At his office Roger was surprised to find Uncle Carey, who was just back after wintering in California.

“Hello, Uncle Carey. How’s Aunt Harriet?”

“As hard-headed as ever,” Carey growled. “You know, Roger, I can’t pound any sense into her about that Eva Lang. Just like a woman. They’ll never admit when they’re wrong.”

Roger’s face clouded. “You mean she still isn’t sure about her?”

“Less sure than ever,” Carey said. “Felt sorry for her, she said, right after the trial. That’s why she offered to finance her for a month in Florida.”

Roger stared. “You mean Aunt Harriet paid for that trip?”

“Offered to. But Eva Lang wouldn’t take it except as a loan. She said she’d pay it back ten dollars a week when she got a job. And blast it, she has. Ten dollars came in the mail every week all winter. Says she has her old job back. So Harriet—”

But Roger didn’t hear any more. All the certainty of the past month came tumbling down.


On the morning of May twenty-fourth, Roger awakened with anticipation. For it was Caroline’s birthday and each year he remembered it with flowers for her grave. Today this act would dispel all his doubts, bringing him back to the invincible fact of Caroline’s death.

At a florist’s shop he purchased a wreath and drove with it to the cemetery, parking his car just inside the gate. Elms were in leaf and the grass was green. A clean gravel path took him fifty yards to the Marsh family plot.

And there was her headstone. Upright and solid it stood there, a bulwark to his faith. It was his last and final witness. Standing by it steadied him now, as always.

Caroline Blythe Marsh
1917–1944

He placed the wreath against the headstone. Then he stood by quietly, his head uncovered. And as the minutes passed, all the nagging doubts left him. Here in this grave, where he had reverently buried her with all his world standing by, lay his wife Caroline.

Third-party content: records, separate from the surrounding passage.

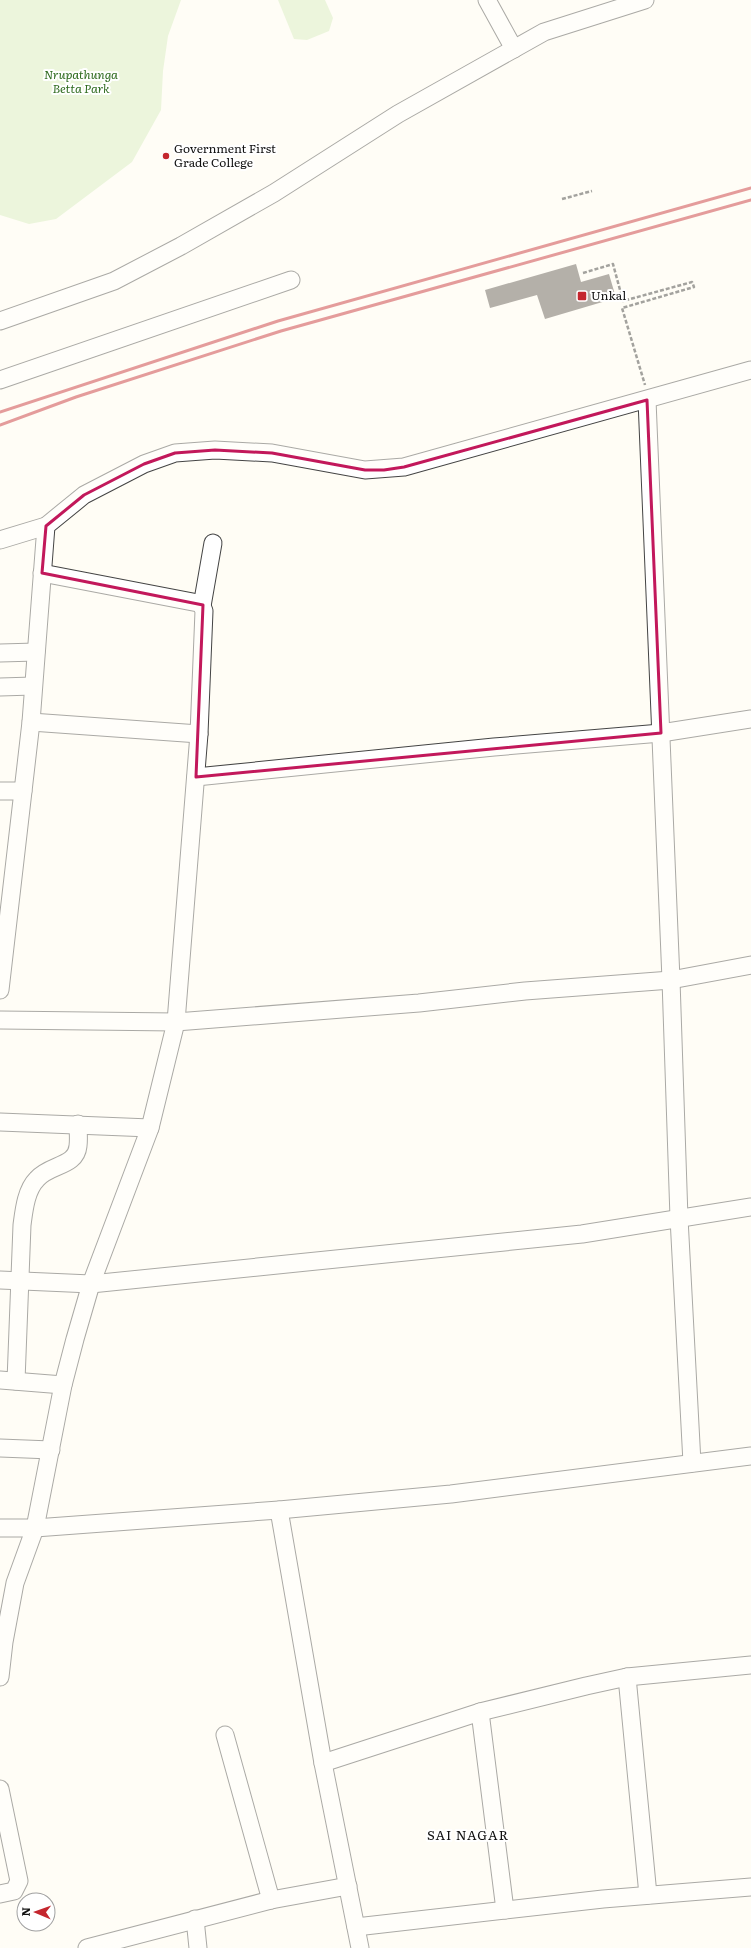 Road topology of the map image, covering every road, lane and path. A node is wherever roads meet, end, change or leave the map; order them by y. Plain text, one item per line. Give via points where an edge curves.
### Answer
1 (487, 0) edge
2 (645, 0) edge
3 (514, 49) junction
4 (592, 191) dead end
5 (562, 199) dead end
6 (583, 273) dead end
7 (291, 280) dead end
8 (0, 321) edge
9 (751, 370) edge
10 (0, 380) edge
11 (648, 400) junction
12 (46, 526) junction
13 (0, 540) edge
14 (213, 543) dead end
15 (42, 574) junction
16 (202, 606) junction
17 (36, 652) junction
18 (0, 653) edge
19 (33, 686) junction
20 (0, 687) edge
21 (751, 719) edge
22 (31, 722) junction
23 (661, 733) junction
24 (200, 734) junction
25 (196, 777) junction
26 (0, 791) edge
27 (23, 791) junction
28 (1, 959) edge
29 (751, 965) edge
30 (672, 980) junction
31 (0, 990) edge
32 (0, 1020) edge
33 (176, 1022) junction
34 (0, 1122) edge
35 (78, 1124) junction
36 (150, 1128) junction
37 (751, 1207) edge
38 (678, 1218) junction
39 (0, 1280) edge
40 (19, 1281) junction
41 (92, 1284) junction
42 (8, 1380) edge
43 (64, 1385) junction
44 (0, 1448) edge
45 (51, 1450) junction
46 (751, 1456) edge
47 (692, 1463) junction
48 (279, 1510) junction
49 (0, 1528) edge
50 (35, 1528) junction
51 (751, 1665) edge
52 (0, 1677) edge
53 (627, 1678) junction
54 (480, 1712) junction
55 (225, 1735) dead end
56 (323, 1763) junction
57 (0, 1790) edge
58 (348, 1886) junction
59 (751, 1887) edge
60 (0, 1894) edge
61 (648, 1895) junction
62 (271, 1900) junction
63 (505, 1910) junction
64 (195, 1919) junction
65 (356, 1927) junction
66 (87, 1948) edge
67 (198, 1948) edge
68 (360, 1948) edge

1 - 3 street
2 - 3 street via 544,32
3 - 8 street via 398,114 274,193 181,246 114,281
4 - 5 path
6 - 11 path via 613,264 623,301 692,282 694,287 622,308
7 - 10 street
9 - 11 street
11 - 12 street via 404,467 384,470 365,470 272,453 215,450 176,453 144,464 84,495
11 - 23 street
12 - 13 street
12 - 15 street
14 - 16 street
15 - 16 street via 198,603
15 - 17 street
16 - 24 street via 204,611
17 - 18 street
17 - 19 street
19 - 20 street
19 - 22 street
21 - 23 street
22 - 24 street
22 - 27 street
23 - 25 street
23 - 30 street
24 - 25 street
25 - 33 street
26 - 27 street
27 - 28 street
28 - 31 street
29 - 30 street
30 - 33 street
30 - 38 street
32 - 33 street
33 - 36 street
34 - 35 street
35 - 36 street
35 - 40 street via 78,1147 75,1157 65,1164 46,1170 31,1188 22,1225
36 - 41 street
37 - 38 street
38 - 41 street via 582,1234
38 - 47 street
39 - 40 street
40 - 41 street
40 - 42 street
41 - 43 street
42 - 43 street
43 - 45 street
44 - 45 street
45 - 50 street
46 - 47 street
47 - 48 street via 452,1494
48 - 50 street
48 - 56 street
49 - 50 street
50 - 52 street via 15,1583
51 - 53 street
53 - 54 street
53 - 61 street
54 - 56 street
54 - 63 street
55 - 62 street
56 - 58 street
57 - 60 street via 19,1881 14,1891
58 - 62 street
58 - 65 street
59 - 61 street
61 - 63 street
62 - 64 street
63 - 65 street
64 - 66 street
64 - 67 street
65 - 68 street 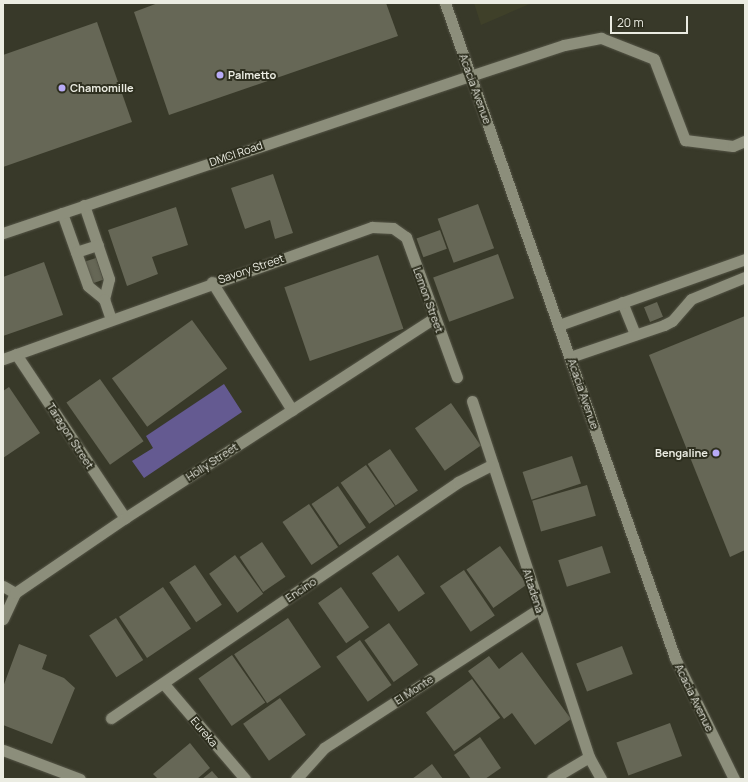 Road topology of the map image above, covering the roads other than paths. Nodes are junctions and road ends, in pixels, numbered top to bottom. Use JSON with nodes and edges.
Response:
{"nodes":[{"id":1,"x":445,"y":3,"type":"edge"},
{"id":2,"x":470,"y":76,"type":"junction"},
{"id":3,"x":745,"y":141,"type":"edge"},
{"id":4,"x":84,"y":205,"type":"junction"},
{"id":5,"x":62,"y":213,"type":"junction"},
{"id":6,"x":393,"y":228,"type":"joint"},
{"id":7,"x":3,"y":233,"type":"edge"},
{"id":8,"x":98,"y":245,"type":"junction"},
{"id":9,"x":76,"y":252,"type":"junction"},
{"id":10,"x":745,"y":259,"type":"edge"},
{"id":11,"x":745,"y":277,"type":"edge"},
{"id":12,"x":212,"y":282,"type":"junction"},
{"id":13,"x":104,"y":299,"type":"junction"},
{"id":14,"x":622,"y":302,"type":"junction"},
{"id":15,"x":434,"y":318,"type":"junction"},
{"id":16,"x":111,"y":319,"type":"junction"},
{"id":17,"x":559,"y":325,"type":"junction"},
{"id":18,"x":635,"y":334,"type":"junction"},
{"id":19,"x":16,"y":354,"type":"junction"},
{"id":20,"x":570,"y":356,"type":"junction"},
{"id":21,"x":3,"y":359,"type":"edge"},
{"id":22,"x":457,"y":377,"type":"dead end"},
{"id":23,"x":472,"y":401,"type":"dead end"},
{"id":24,"x":292,"y":410,"type":"junction"},
{"id":25,"x":493,"y":464,"type":"junction"},
{"id":26,"x":124,"y":518,"type":"junction"},
{"id":27,"x":3,"y":586,"type":"edge"},
{"id":28,"x":15,"y":593,"type":"junction"},
{"id":29,"x":539,"y":609,"type":"junction"},
{"id":30,"x":3,"y":619,"type":"edge"},
{"id":31,"x":164,"y":684,"type":"junction"},
{"id":32,"x":111,"y":718,"type":"dead end"},
{"id":33,"x":3,"y":750,"type":"edge"},
{"id":34,"x":589,"y":757,"type":"junction"},
{"id":35,"x":80,"y":779,"type":"edge"},
{"id":36,"x":245,"y":779,"type":"edge"},
{"id":37,"x":296,"y":779,"type":"edge"},
{"id":38,"x":552,"y":779,"type":"edge"},
{"id":39,"x":601,"y":779,"type":"edge"},
{"id":40,"x":734,"y":779,"type":"edge"}],
"edges":[{"from":1,"to":2,"type":"street","name":"Acacia Avenue"},
{"from":2,"to":3,"type":"street","name":"DMCI Road"},
{"from":2,"to":4,"type":"street","name":"DMCI Road"},
{"from":2,"to":17,"type":"street","name":"Acacia Avenue"},
{"from":4,"to":5,"type":"street","name":"DMCI Road"},
{"from":4,"to":8,"type":"street"},
{"from":5,"to":7,"type":"street","name":"DMCI Road"},
{"from":5,"to":9,"type":"street"},
{"from":6,"to":12,"type":"street","name":"Savory Street"},
{"from":6,"to":15,"type":"street","name":"Lemon Street"},
{"from":8,"to":9,"type":"street"},
{"from":8,"to":13,"type":"street"},
{"from":9,"to":13,"type":"street"},
{"from":10,"to":14,"type":"street"},
{"from":11,"to":18,"type":"street"},
{"from":12,"to":16,"type":"street","name":"Savory Street"},
{"from":12,"to":24,"type":"street"},
{"from":13,"to":16,"type":"street"},
{"from":14,"to":17,"type":"street"},
{"from":14,"to":18,"type":"street"},
{"from":15,"to":22,"type":"street","name":"Lemon Street"},
{"from":15,"to":24,"type":"street","name":"Holly Street"},
{"from":16,"to":19,"type":"street","name":"Savory Street"},
{"from":17,"to":20,"type":"street","name":"Acacia Avenue"},
{"from":18,"to":20,"type":"street"},
{"from":19,"to":21,"type":"street","name":"Savory Street"},
{"from":19,"to":26,"type":"street","name":"Taragon Street"},
{"from":20,"to":40,"type":"street","name":"Acacia Avenue"},
{"from":23,"to":25,"type":"street","name":"Altadena"},
{"from":24,"to":26,"type":"street","name":"Holly Street"},
{"from":25,"to":29,"type":"street","name":"Altadena"},
{"from":25,"to":31,"type":"street","name":"Encino"},
{"from":26,"to":28,"type":"street","name":"Holly Street"},
{"from":27,"to":28,"type":"street"},
{"from":28,"to":30,"type":"street"},
{"from":29,"to":34,"type":"street","name":"Altadena"},
{"from":29,"to":37,"type":"street","name":"El Monte"},
{"from":31,"to":32,"type":"street","name":"Encino"},
{"from":31,"to":36,"type":"street","name":"Eureka"},
{"from":33,"to":35,"type":"street"},
{"from":34,"to":38,"type":"street"},
{"from":34,"to":39,"type":"street","name":"Altadena"}]} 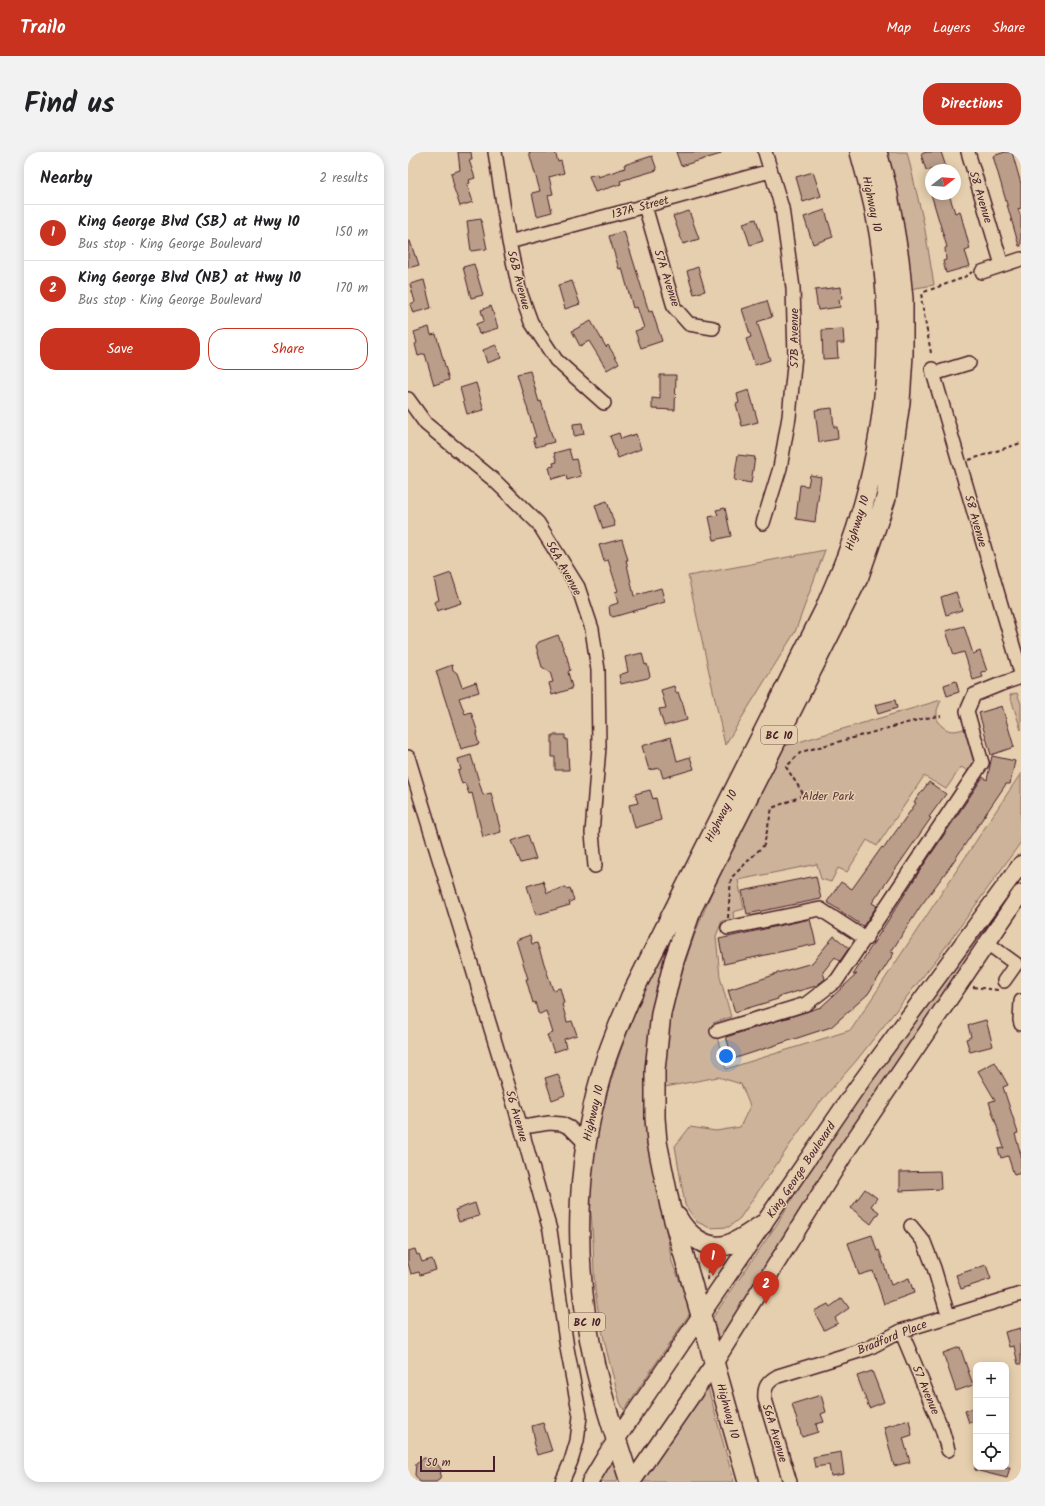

Sustained and reassured, he walked fifty yards back to his car. A sound of footsteps crunching on gravel made him turn. A man, he saw, was approaching the Marsh plot from the opposite direction. The man had a florist’s box under his arm.

Some old friend of the family, Roger presumed, had remembered the day and Caroline.

Getting into his car, Roger waited idly to see who it could be. At fifty yards, through the elms, he saw the man open the box and lay a dozen red roses on Caroline’s grave.

Then the man removed his hat and stood there with his head bowed.

He was well dressed, a personable man with brownish wavy hair. His face — with a start, Roger knew it. It was the face in a photograph Inspector Whipple had given him. Duke Smedley!

It was the face Roger had vaguely remembered having seen before.

He knew now where he’d seen it. The stranger at the funeral, four and a half years ago. The unobtrusive mourner none of them had known. He’d stood apart from the others and yet had followed them to the grave, this same grave to which he now returned.

A tribute for Caroline? It was Evelyn’s birthday too. Evelyn was the woman he’d loved, not Caroline.

Duke Smedley, all along, had known the truth.

And now, with a shock of conviction, Roger Marsh knew too.

Roger swerved his car through the gate. It was not yet noon. Driving fast, he could reach New York before the store closed. There, long ago, he had found Caroline.

And there, in humble contrition, he must find her again.